- AI -chip repair companies in China bloom through heavy demand current
- Placed GPUs Fuel A flowering underground repair market in the middle of the US export restrictions
- Chinese stores simulate data centers and repair hundreds of chips monthly to scale
A quiet but growing company has emerged in China that focuses on repairing the advanced AI chips from Nvidia, despite strict export checks of the US.
Reports of Reuters Found around a dozen small companies, mainly located in Shenzhen, claiming that they serve a large numbers of H100 and A100 GPUs, although these chips were officially banned from sale to China in 2022.
One company told the news agency that it repairs to 500 NVIDIA AI chips every month – and with around 12 similar companies that work all year round, that could be on tens of thousands of chips per year.
Significant question
Many of these units are worn out of heavy use, especially since some have been driving around the clock for years in AI training workload.
“There is really a significant recovery question,” Reuters was told by the co-owner of a Shenzhen company that moved to AI-hardware at the end of 2024.

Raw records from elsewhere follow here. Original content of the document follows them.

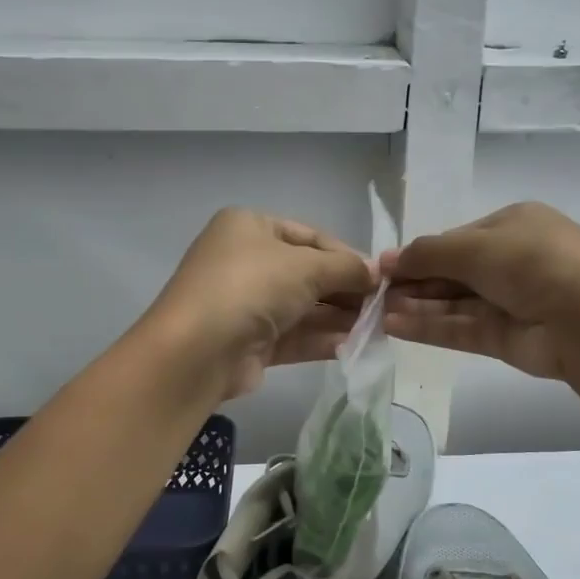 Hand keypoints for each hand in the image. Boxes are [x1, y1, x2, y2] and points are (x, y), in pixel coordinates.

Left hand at [145, 208, 376, 399]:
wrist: (198, 351)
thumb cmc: (251, 287)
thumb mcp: (306, 266)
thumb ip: (346, 268)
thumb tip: (376, 273)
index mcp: (250, 227)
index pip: (310, 236)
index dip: (347, 255)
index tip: (380, 277)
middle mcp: (246, 261)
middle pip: (308, 273)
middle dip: (345, 290)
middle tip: (382, 306)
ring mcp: (246, 304)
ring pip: (304, 307)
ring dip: (340, 317)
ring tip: (376, 328)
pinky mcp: (250, 342)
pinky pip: (295, 335)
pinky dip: (323, 338)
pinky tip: (355, 346)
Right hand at [380, 202, 579, 379]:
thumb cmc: (534, 263)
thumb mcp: (477, 246)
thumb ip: (429, 252)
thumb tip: (388, 259)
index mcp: (515, 226)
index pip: (459, 238)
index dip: (422, 252)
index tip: (386, 265)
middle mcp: (514, 261)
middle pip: (454, 271)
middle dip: (416, 281)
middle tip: (375, 292)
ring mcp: (511, 301)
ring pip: (455, 302)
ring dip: (417, 306)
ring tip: (377, 312)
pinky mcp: (506, 337)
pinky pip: (461, 328)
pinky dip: (430, 327)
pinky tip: (395, 326) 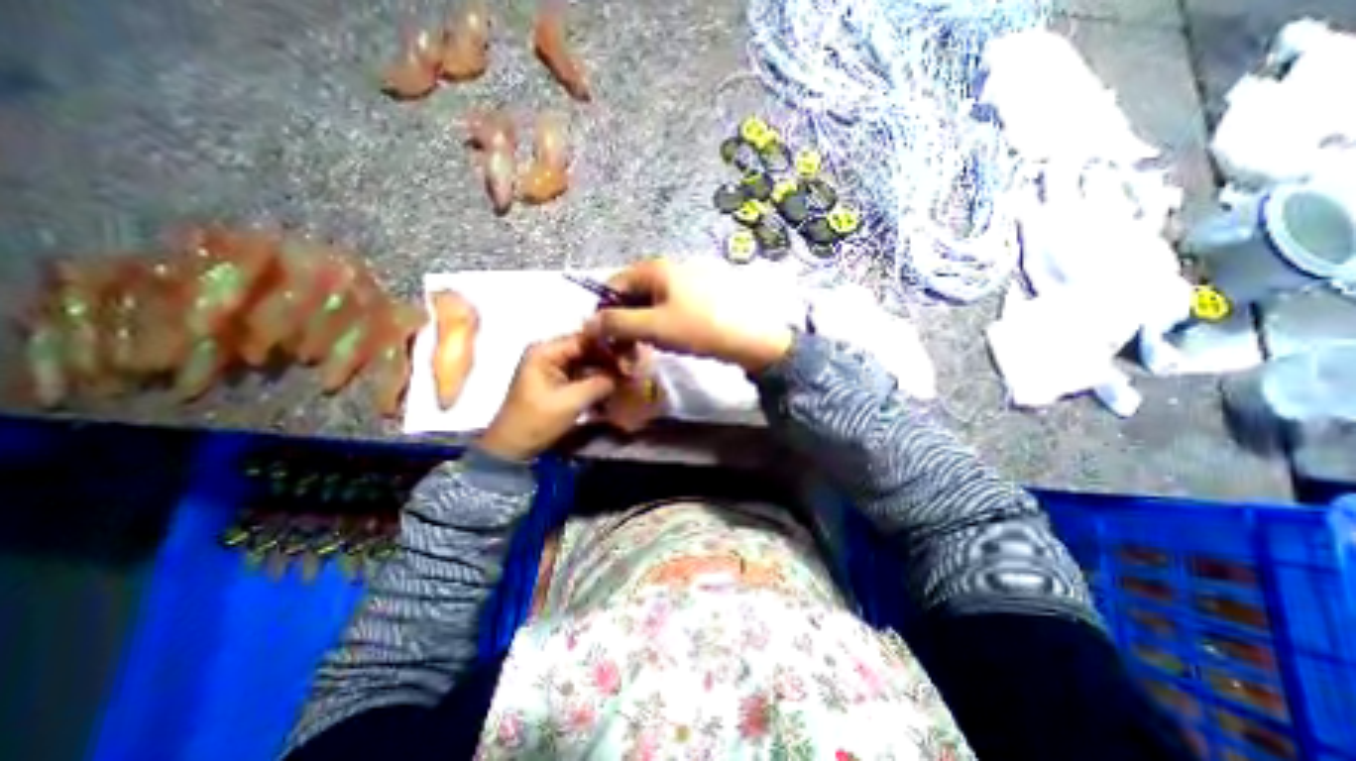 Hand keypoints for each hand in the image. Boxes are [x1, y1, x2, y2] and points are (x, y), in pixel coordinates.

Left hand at [474, 337, 617, 460]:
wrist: (513, 448)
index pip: (585, 339)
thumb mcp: (571, 402)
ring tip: (626, 380)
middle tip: (631, 371)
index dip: (609, 348)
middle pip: (587, 349)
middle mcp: (549, 352)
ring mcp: (553, 366)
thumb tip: (627, 373)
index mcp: (545, 351)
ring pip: (588, 362)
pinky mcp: (558, 380)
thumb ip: (599, 383)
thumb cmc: (536, 421)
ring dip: (606, 371)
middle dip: (609, 360)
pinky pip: (583, 374)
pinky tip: (613, 389)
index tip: (631, 359)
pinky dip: (597, 381)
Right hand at [582, 259, 797, 369]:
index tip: (607, 339)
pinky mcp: (702, 292)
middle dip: (625, 320)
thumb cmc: (699, 328)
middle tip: (629, 348)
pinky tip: (671, 338)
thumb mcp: (653, 327)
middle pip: (633, 292)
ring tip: (650, 346)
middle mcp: (670, 266)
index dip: (604, 311)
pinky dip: (663, 321)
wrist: (752, 337)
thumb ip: (617, 323)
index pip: (614, 284)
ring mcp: (688, 278)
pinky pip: (671, 304)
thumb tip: (589, 323)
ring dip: (644, 324)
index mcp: (655, 267)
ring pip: (653, 301) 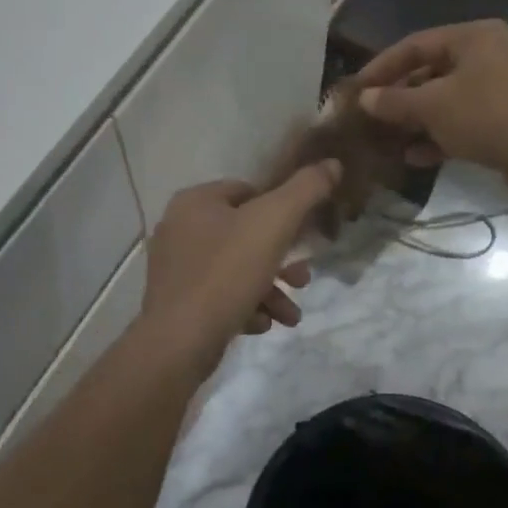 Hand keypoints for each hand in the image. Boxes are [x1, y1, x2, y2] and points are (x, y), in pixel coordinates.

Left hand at [142, 163, 340, 368]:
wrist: (178, 344)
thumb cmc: (227, 273)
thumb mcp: (275, 223)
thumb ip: (306, 189)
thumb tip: (333, 163)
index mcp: (195, 200)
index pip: (248, 192)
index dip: (279, 212)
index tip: (301, 238)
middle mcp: (178, 227)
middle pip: (244, 234)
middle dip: (280, 259)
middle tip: (302, 280)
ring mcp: (174, 267)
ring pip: (234, 268)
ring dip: (269, 289)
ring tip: (290, 315)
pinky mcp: (174, 302)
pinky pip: (218, 295)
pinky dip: (244, 306)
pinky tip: (261, 325)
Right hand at [352, 20, 507, 194]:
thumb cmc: (488, 116)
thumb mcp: (433, 106)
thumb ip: (395, 101)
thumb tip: (364, 99)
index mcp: (473, 36)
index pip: (415, 43)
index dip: (382, 66)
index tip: (356, 89)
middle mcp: (489, 54)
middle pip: (432, 71)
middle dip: (400, 96)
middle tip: (371, 116)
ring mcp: (502, 87)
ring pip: (448, 98)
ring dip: (418, 119)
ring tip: (389, 139)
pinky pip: (466, 120)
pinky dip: (441, 134)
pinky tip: (416, 157) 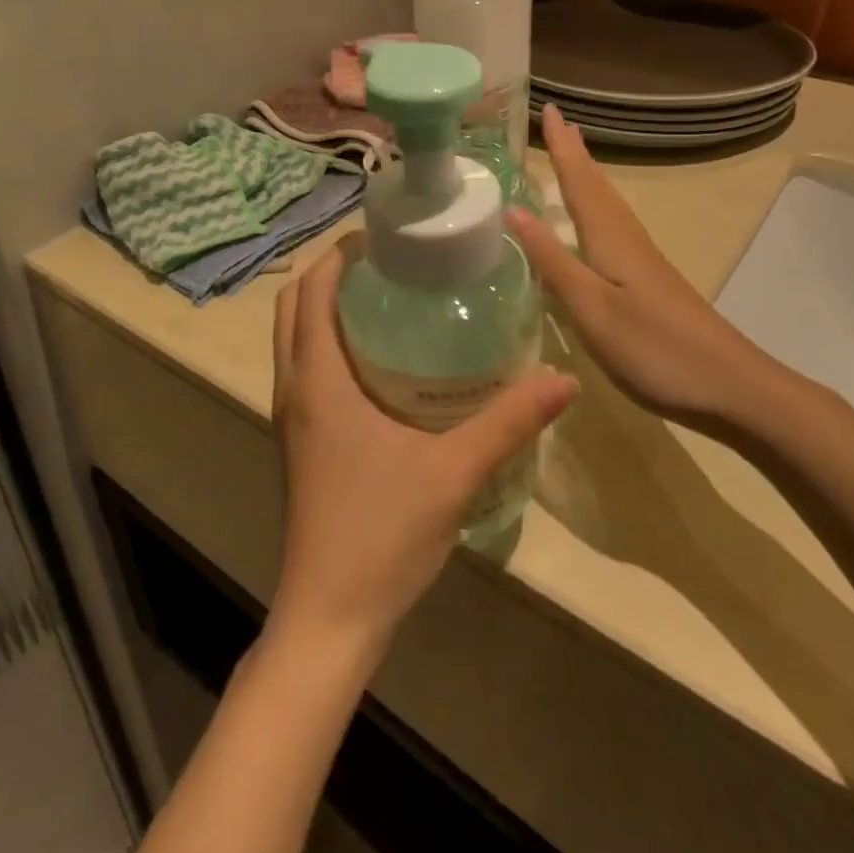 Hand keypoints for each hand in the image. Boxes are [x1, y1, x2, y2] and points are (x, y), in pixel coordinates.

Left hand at [269, 245, 577, 658]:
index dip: (338, 254)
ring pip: (292, 338)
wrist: (329, 618)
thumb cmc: (382, 534)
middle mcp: (293, 389)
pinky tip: (376, 359)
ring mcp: (290, 417)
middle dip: (329, 273)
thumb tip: (563, 378)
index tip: (380, 234)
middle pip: (293, 307)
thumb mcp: (454, 472)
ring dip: (322, 306)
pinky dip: (324, 342)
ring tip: (382, 295)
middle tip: (385, 259)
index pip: (312, 292)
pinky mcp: (298, 442)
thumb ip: (509, 421)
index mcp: (318, 381)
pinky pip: (302, 368)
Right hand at [509, 104, 786, 430]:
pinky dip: (595, 208)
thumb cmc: (654, 347)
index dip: (562, 147)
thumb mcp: (591, 307)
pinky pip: (613, 227)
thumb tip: (514, 210)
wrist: (732, 386)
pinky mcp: (649, 280)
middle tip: (556, 122)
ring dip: (586, 176)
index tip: (549, 108)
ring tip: (570, 155)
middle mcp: (627, 239)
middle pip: (597, 186)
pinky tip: (591, 223)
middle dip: (575, 153)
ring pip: (607, 205)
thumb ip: (552, 260)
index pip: (579, 181)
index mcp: (610, 239)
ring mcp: (643, 260) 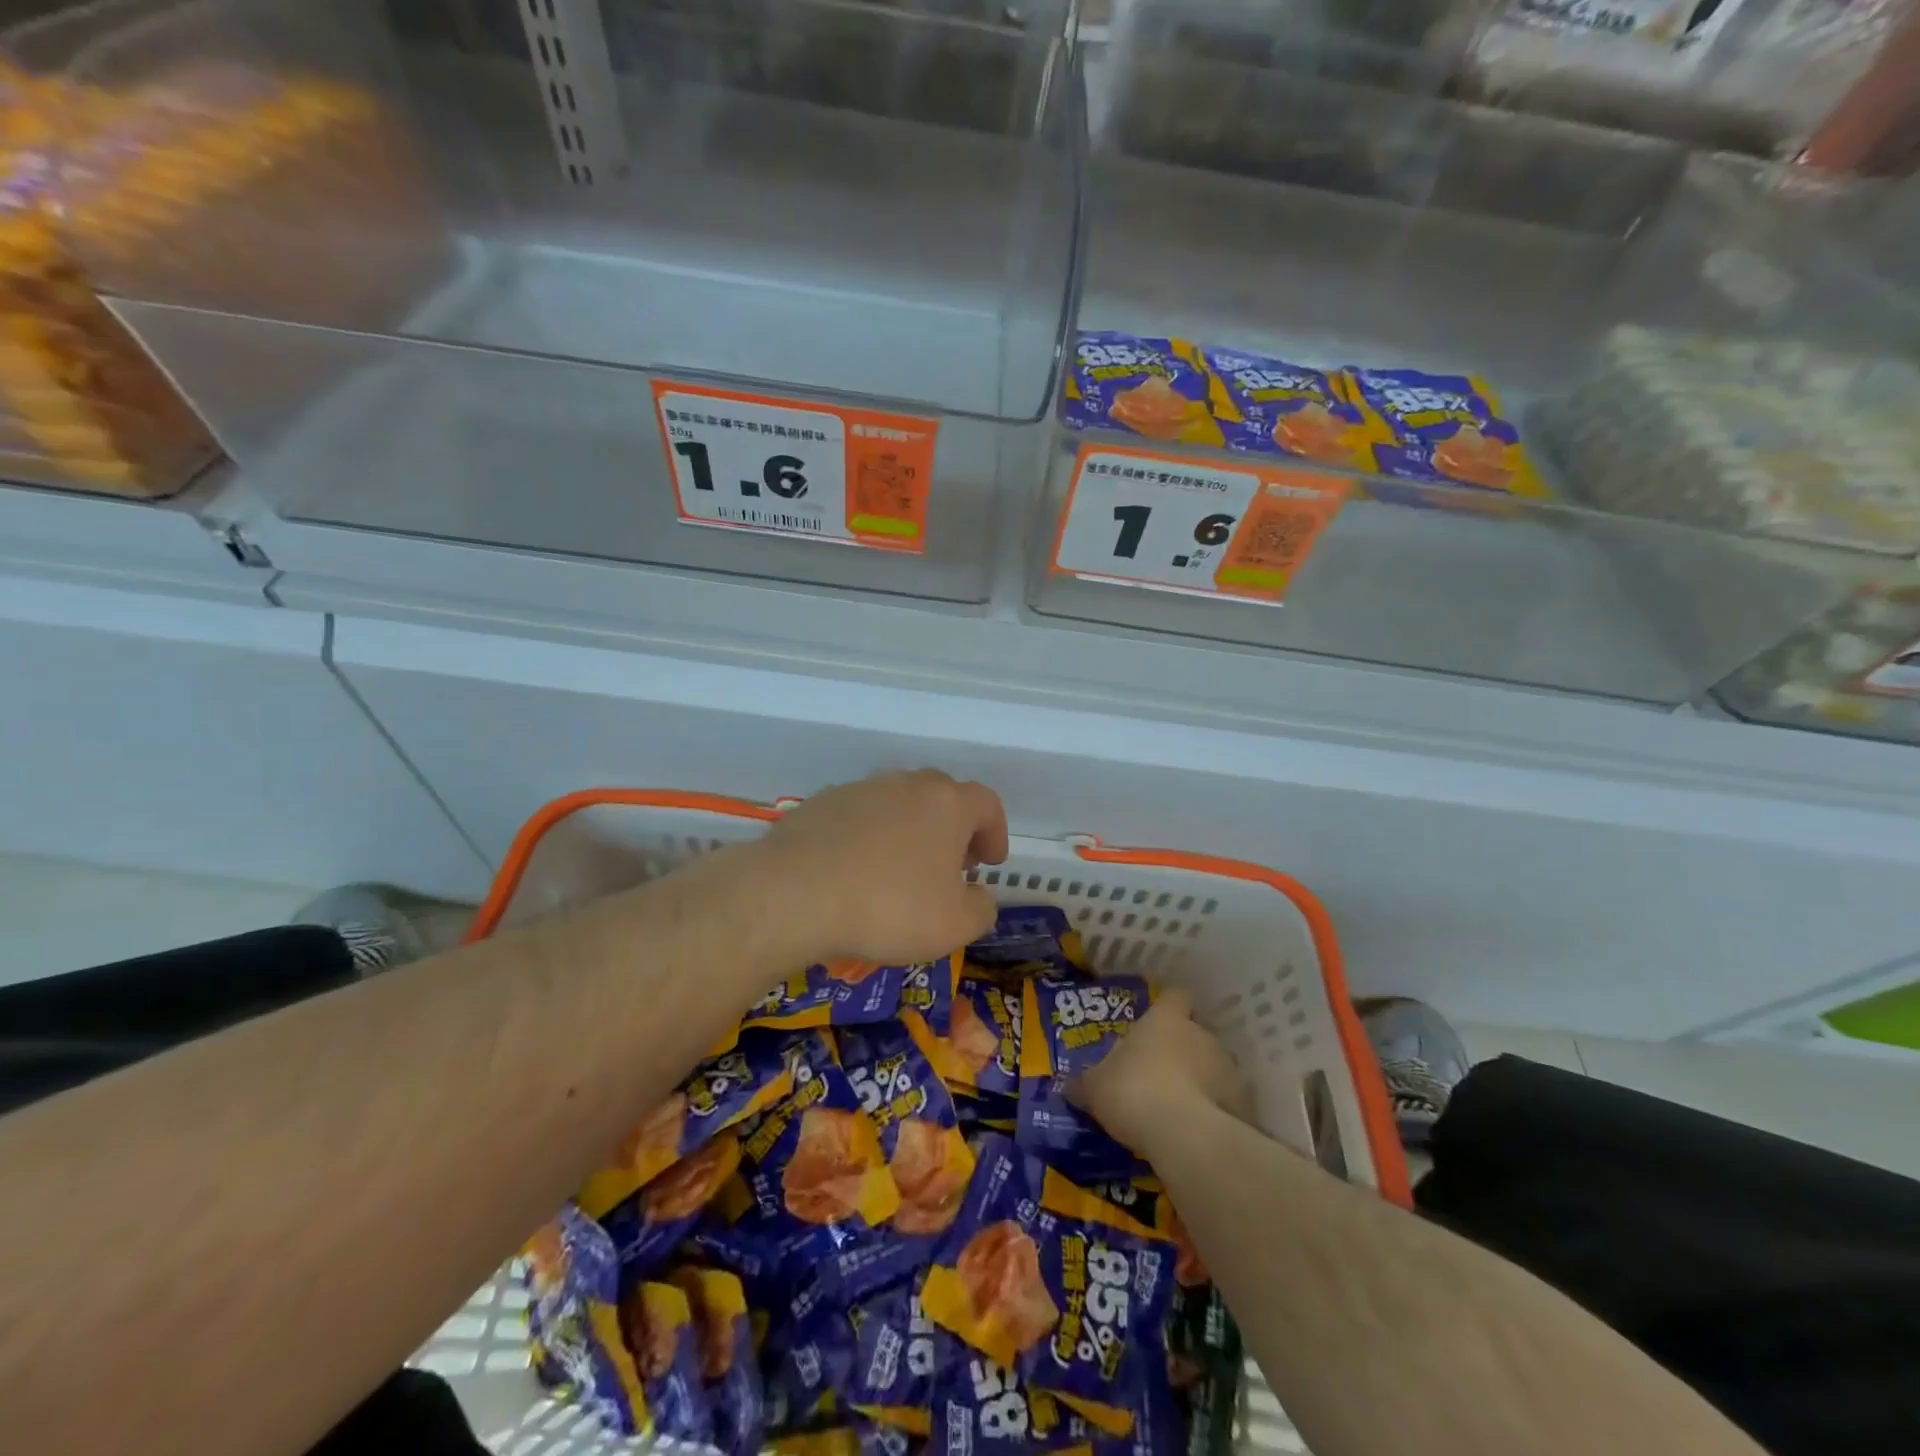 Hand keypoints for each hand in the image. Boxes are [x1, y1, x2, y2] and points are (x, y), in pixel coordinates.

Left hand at [752, 770, 1008, 965]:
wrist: (794, 894)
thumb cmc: (889, 908)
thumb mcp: (954, 926)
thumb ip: (981, 909)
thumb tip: (977, 897)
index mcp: (948, 803)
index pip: (987, 804)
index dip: (995, 833)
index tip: (988, 864)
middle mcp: (907, 783)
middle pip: (942, 797)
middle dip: (952, 830)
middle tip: (948, 867)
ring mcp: (861, 788)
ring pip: (898, 803)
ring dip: (908, 831)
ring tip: (899, 872)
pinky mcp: (821, 802)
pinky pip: (859, 816)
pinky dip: (867, 837)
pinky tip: (855, 872)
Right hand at [1072, 988, 1251, 1156]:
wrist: (1183, 1135)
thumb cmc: (1133, 1091)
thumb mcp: (1094, 1088)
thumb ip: (1084, 1083)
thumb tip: (1068, 1085)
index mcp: (1165, 1020)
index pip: (1175, 995)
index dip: (1169, 1005)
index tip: (1159, 1019)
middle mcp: (1200, 1034)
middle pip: (1194, 1033)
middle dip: (1181, 1051)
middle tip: (1160, 1075)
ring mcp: (1227, 1068)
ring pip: (1214, 1067)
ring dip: (1201, 1081)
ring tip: (1180, 1109)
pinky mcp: (1243, 1104)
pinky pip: (1227, 1102)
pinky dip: (1216, 1112)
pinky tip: (1197, 1132)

That question led to the creation of a second company purely to handle AI chip repair.
Their facility includes a server room that can simulate data center conditions with a maximum of 256 servers.
Another store that shifted from GPU rental to repairs told Reuters It dissolves around 200 chips per month and usually charges around 10% of the original purchase price.
Repairs may include fan replacement, printed plate fixes, memorial diagnostics and software tests.
NVIDIA cannot legally support or replace limited GPUs in China. A spokesperson for Nvidia said that only the company and the approved partners are authorized to offer the necessary service and support, and added that performing limited chips without full infrastructure is not viable in the long term.
The potentially high failure percentage calls for concern about what will happen with tens of thousands of aging A100s and earlier GPUs as soon as they fail.
The existence of such a repair sector is due to the widespread smuggling of forbidden chips in China, something we have previously reported.
While Nvidia recently started offering the H20 GPU in China to meet export restrictions, many customers still prefer the forbidden H100 for training LLMS.